You'll never find out if you don't apply.

Get to a Recruiting Centre - let us know how you made out.


----------



## GrahamD

tang72 said:
			
		

> Hey, i understand you really want to join the CF but with all those bad records, they would most likely think someone like that is not suitable for the Canadian forces. I dont want to burst your bubble or anything. But there is still a chance and just to let you know the CF recruiters and interviewers do a really good job and different recruiters will ask you the same question and maybe twice sometimes relating to the same thing.
> Good luck


I didn't see anything about bad records, or any record at all for that matter.   She has appeared in a few police reports as far as we know and that's the extent of it.   Having your name appear on police reports is completely irrelevant to the recruiting process. Besides, some people have posted in this forum in the past that they have been recruited in spite of having a criminal record for relatively serious offences.   People do change as they mature, the military understands this and makes certain allowances for it.
Unless you somehow know for sure that she is an unsuitable candidate, I don't see how this would be a constructive comment.   I think this 





			
				Retired CC said:
			
		

> You'll never find out if you don't apply.
> 
> Get to a Recruiting Centre - let us know how you made out.

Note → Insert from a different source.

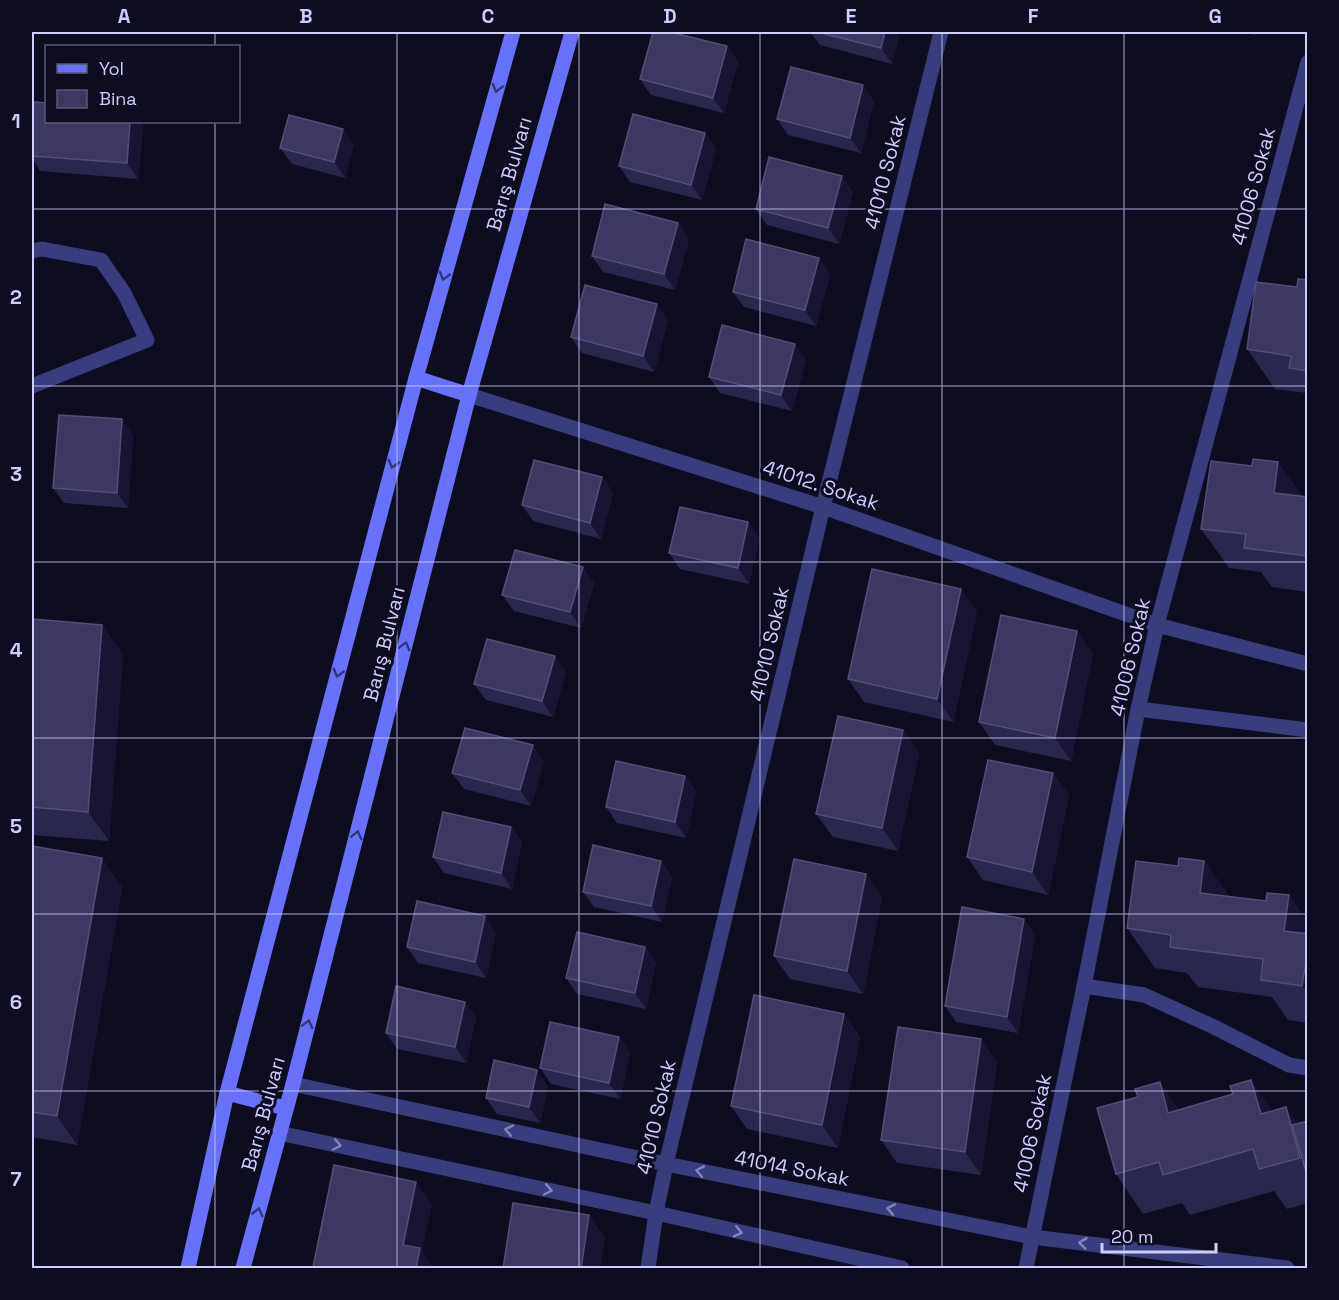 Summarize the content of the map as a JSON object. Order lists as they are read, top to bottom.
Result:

is the best advice given in this topic so far.

To give an educated opinion on the subject, you would need to be very familiar with recruiting policies and the intricacies of how the recruiting process weeds out people they are not interested in recruiting.   Otherwise you _are_ simply trying to burst her bubble, and have no real idea of what you are talking about and spewing out a misleading opinion.   Many things that the military would find unacceptable from its current personnel are merely a little check mark against a candidate, something to be considered.   Provided it's nothing extremely serious, or against recruiting policy. Most everyone has things in their past that are not their proudest moments, and people who don't are often lacking in wisdom, have superiority issues, and lack maturity as a result of living an overly sheltered life.

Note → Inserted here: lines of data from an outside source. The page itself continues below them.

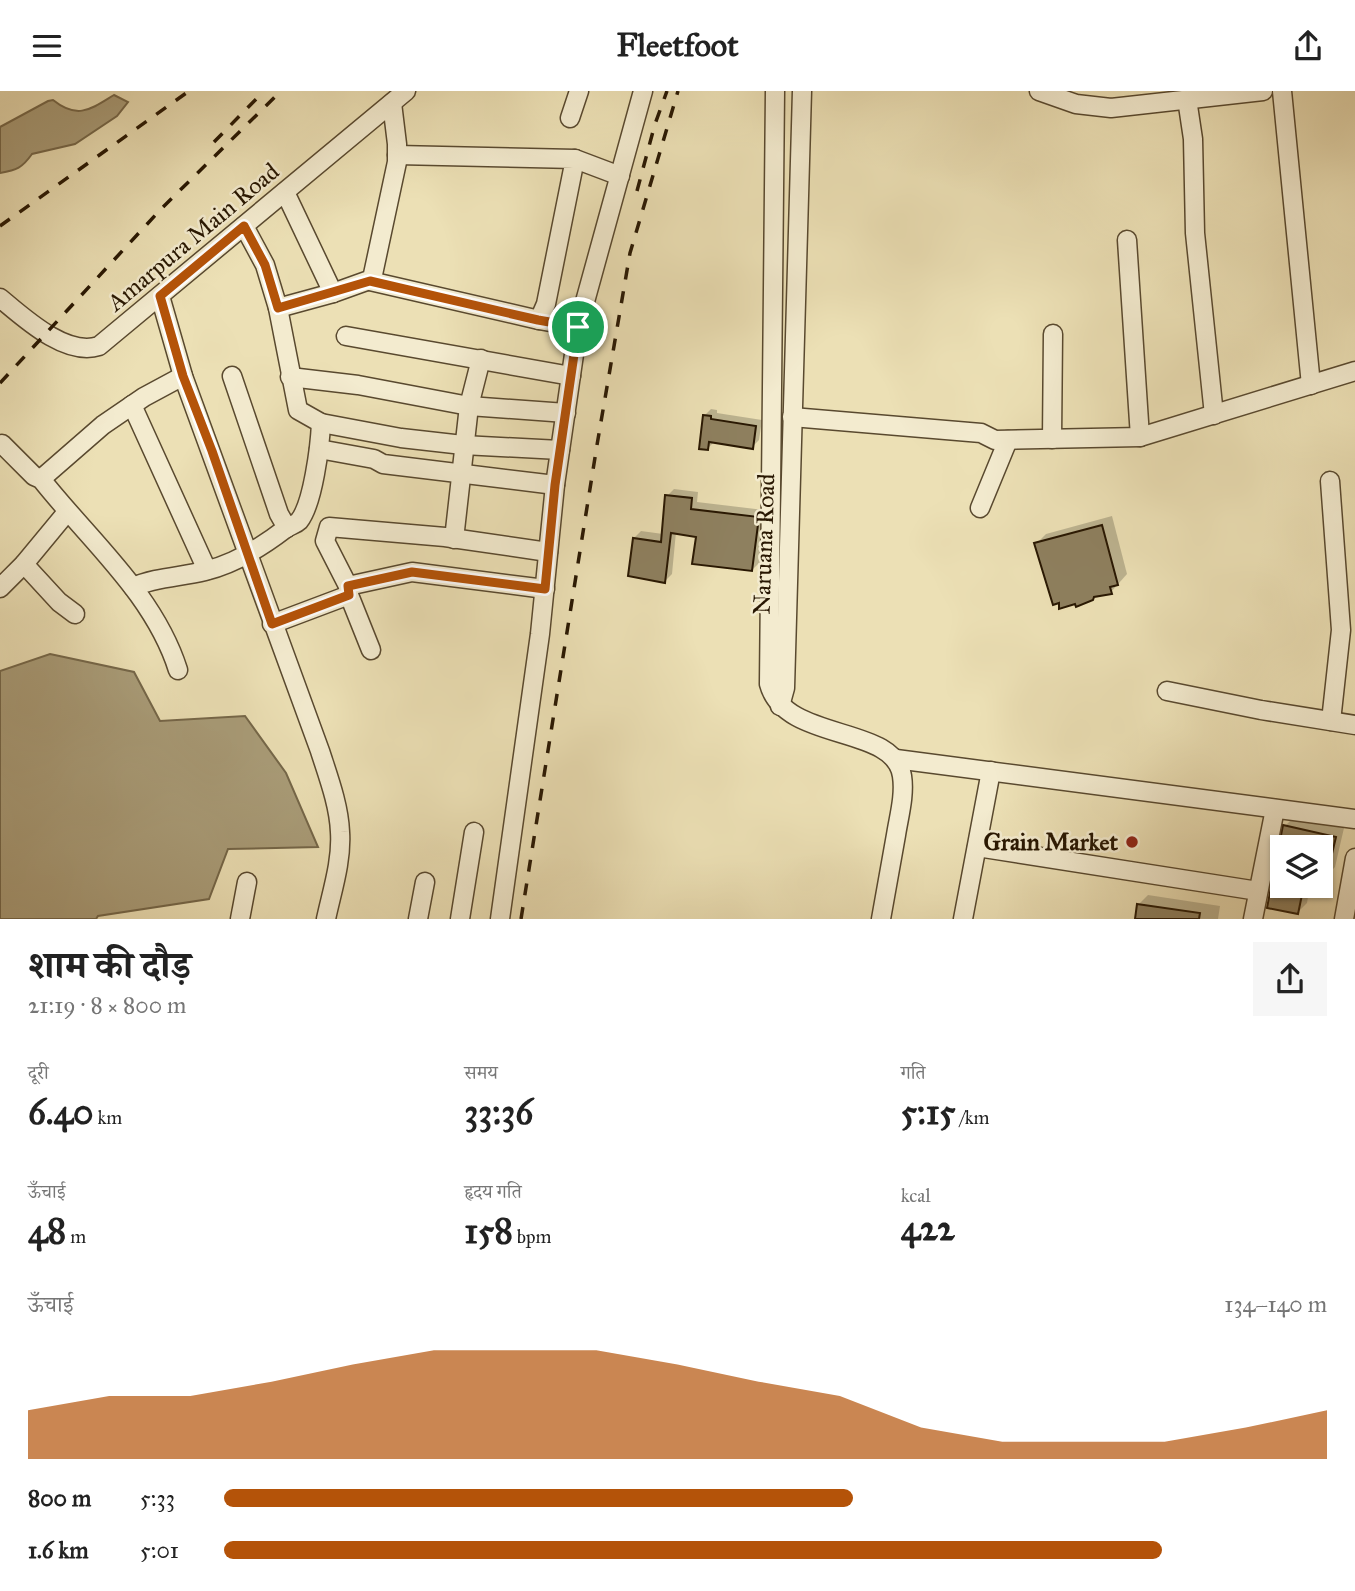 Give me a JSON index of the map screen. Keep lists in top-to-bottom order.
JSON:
{
  "streets": {
    "street": ["Amarpura Main Road", "Naruana Road"]
  },
  "places": ["Grain Market"],
  "page": {
    "header": "Fleetfoot",
    "heading": ["शाम की दौड़", "21:19 · 8 × 800 m"],
    "stats": [
      ["दूरी", "6.40 km"],
      ["समय", "33:36"],
      ["गति", "5:15 /km"],
      ["ऊँचाई", "48 m"],
      ["हृदय गति", "158 bpm"],
      ["kcal", "422"]
    ],
    "chart": ["ऊँचाई", "134–140 m"],
    "list": [
      {
        "name": "800 m",
        "note": "5:33"
      },
      {
        "name": "1.6 km",
        "note": "5:01"
      }
    ]
  }
}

I would say that in my personal experience with the recruiting process, that what she has laid laid out for us as being the biggest obstacles to her application are fairly insignificant.   In my case things were quite a bit more serious, and took quite a lot of effort on my part to overcome , yet I'm leaving for BMQ in September.

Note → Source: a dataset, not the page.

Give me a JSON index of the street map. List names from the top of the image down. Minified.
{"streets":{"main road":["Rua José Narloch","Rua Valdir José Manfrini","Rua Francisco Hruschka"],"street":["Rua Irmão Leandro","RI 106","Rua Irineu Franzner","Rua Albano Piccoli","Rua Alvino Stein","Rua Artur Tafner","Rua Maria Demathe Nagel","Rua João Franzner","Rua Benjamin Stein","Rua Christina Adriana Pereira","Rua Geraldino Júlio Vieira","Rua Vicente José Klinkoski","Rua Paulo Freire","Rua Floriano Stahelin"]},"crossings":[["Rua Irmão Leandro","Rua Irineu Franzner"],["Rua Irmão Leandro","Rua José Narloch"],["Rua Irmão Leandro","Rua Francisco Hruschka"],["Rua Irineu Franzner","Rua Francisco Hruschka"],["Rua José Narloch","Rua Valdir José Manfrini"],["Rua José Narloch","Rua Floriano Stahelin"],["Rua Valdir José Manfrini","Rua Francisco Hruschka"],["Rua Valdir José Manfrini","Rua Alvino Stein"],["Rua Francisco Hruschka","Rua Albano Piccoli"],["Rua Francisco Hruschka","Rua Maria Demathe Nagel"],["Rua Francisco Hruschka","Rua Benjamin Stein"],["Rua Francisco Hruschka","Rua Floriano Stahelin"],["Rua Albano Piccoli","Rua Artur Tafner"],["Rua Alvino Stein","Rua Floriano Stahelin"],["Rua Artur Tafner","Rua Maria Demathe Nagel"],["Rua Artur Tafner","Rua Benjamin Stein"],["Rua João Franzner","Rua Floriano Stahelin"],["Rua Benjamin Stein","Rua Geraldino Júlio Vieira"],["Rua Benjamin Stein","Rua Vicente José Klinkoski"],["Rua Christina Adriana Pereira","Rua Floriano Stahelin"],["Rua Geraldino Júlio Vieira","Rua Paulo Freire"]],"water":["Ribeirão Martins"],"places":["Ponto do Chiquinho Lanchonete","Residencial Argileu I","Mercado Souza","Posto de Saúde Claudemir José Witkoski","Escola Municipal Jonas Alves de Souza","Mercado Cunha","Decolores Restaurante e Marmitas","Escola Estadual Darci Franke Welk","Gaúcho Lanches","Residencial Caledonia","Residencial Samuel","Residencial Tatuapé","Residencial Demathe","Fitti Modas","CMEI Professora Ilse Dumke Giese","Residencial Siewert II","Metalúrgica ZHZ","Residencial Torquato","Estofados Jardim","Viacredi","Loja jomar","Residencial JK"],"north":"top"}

My two cents would definitely reflect what Retired CC has said.   The only way to know for sure is to try, and I think that if it's something you really want to do, then you probably have a really good shot at succeeding.


----------



## Slim

tang72 said:
			
		

> Hey, i understand you really want to join the CF but with all those bad records, they would most likely think someone like that is not suitable for the Canadian forces. I dont want to burst your bubble or anything. But there is still a chance and just to let you know the CF recruiters and interviewers do a really good job and different recruiters will ask you the same question and maybe twice sometimes relating to the same thing.
> Good luck



Way out of your lane there bud...Reign it in!


----------



## Burrows

tang72 said:
			
		

> Hey, i understand you really want to join the CF but with all those bad records, they would most likely think someone like that is not suitable for the Canadian forces. I dont want to burst your bubble or anything. But there is still a chance and just to let you know the CF recruiters and interviewers do a really good job and different recruiters will ask you the same question and maybe twice sometimes relating to the same thing.
> Good luck



Big words for someone with no profile info filled out and a FMJ avatar, as well as a signature talking about killing people.  I hear the ninja snipers are recruiting.


----------



## tang72

Kyle Burrows said:
			
		

> Big words for someone with no profile info filled out and a FMJ avatar, as well as a signature talking about killing people.   I hear the ninja snipers are recruiting.



Dont hate.


----------



## Sig_Des

tang72 said:
			
		

> Dont hate.



Don't make comments that may knock people down about something they're already concerned about. unless you're a recruiter who may happen to be considering this case, don't pass any judgments. It's not up to you.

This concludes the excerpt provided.